THE PROBLEM
Whenever "edges" appears in a line, please copy that line from the data.

Records contained in a dataset
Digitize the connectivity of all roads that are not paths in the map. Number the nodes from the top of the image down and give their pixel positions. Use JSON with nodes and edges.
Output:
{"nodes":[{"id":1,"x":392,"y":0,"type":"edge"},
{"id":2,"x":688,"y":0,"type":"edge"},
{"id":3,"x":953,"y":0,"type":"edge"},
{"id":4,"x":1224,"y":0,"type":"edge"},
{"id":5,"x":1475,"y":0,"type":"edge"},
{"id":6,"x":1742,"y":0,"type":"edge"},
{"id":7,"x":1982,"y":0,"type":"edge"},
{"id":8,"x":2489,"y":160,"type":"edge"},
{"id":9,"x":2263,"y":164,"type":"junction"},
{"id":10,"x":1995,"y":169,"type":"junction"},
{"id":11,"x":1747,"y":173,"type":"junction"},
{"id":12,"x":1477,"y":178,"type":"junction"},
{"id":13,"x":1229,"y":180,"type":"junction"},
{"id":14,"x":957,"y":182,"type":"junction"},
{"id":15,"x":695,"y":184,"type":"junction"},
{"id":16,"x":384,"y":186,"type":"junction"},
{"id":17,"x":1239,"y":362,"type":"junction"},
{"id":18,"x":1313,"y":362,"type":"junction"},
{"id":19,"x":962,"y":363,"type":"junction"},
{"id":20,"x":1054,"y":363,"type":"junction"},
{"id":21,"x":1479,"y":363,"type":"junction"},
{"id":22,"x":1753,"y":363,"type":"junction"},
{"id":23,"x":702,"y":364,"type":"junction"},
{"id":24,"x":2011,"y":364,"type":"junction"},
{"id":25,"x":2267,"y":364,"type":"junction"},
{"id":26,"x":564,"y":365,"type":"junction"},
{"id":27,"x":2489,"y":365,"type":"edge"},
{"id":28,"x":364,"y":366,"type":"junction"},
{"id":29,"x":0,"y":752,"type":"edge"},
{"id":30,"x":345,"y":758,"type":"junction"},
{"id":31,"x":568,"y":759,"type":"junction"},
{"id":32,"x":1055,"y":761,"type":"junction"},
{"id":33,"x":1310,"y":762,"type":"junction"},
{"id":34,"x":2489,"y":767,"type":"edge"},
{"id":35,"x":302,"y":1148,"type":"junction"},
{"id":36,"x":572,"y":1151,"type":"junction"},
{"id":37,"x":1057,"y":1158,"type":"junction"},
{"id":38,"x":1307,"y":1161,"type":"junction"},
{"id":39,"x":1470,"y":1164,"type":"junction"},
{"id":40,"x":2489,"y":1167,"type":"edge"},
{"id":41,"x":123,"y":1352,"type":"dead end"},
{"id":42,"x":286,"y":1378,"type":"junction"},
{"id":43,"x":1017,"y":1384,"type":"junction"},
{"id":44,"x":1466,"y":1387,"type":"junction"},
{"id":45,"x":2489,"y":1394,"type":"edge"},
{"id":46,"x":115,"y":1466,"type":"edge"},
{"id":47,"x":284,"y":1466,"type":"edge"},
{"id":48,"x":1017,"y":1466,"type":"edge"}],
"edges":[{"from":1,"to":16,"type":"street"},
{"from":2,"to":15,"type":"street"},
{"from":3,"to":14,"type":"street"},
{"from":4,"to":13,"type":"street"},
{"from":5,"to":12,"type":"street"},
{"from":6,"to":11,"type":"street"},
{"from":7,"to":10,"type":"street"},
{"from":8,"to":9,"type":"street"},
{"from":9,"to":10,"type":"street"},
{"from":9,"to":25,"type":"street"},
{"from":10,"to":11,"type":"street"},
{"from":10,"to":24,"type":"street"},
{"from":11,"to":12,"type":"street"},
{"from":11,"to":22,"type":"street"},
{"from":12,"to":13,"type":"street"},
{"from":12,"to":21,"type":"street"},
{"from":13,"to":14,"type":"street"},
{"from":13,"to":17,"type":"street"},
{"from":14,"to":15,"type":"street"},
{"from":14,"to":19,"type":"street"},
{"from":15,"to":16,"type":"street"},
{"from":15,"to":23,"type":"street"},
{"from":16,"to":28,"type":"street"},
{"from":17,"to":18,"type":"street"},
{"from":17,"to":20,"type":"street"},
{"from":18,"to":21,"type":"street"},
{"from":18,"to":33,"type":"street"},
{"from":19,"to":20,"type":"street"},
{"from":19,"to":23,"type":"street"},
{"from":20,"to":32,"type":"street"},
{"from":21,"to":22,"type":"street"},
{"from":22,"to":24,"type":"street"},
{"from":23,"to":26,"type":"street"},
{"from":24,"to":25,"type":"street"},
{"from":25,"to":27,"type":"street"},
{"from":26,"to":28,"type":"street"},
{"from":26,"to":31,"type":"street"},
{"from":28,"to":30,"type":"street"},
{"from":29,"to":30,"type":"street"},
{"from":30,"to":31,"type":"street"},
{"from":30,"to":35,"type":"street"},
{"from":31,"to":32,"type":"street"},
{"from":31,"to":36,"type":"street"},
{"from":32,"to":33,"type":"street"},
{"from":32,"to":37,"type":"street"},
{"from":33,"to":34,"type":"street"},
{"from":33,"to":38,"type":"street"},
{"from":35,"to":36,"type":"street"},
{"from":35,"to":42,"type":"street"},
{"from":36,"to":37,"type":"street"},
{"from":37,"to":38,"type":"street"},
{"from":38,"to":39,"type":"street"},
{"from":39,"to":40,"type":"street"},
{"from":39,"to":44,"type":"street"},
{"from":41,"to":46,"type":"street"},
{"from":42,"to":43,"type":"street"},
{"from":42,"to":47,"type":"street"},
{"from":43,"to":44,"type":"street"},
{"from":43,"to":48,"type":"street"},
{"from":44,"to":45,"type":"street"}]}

PROBLEM SOLUTION
Digitize the connectivity of all roads that are not paths in the map. Number the nodes from the top of the image down and give their pixel positions. Use JSON with nodes and edges.
"edges":[{"from":1,"to":16,"type":"street"},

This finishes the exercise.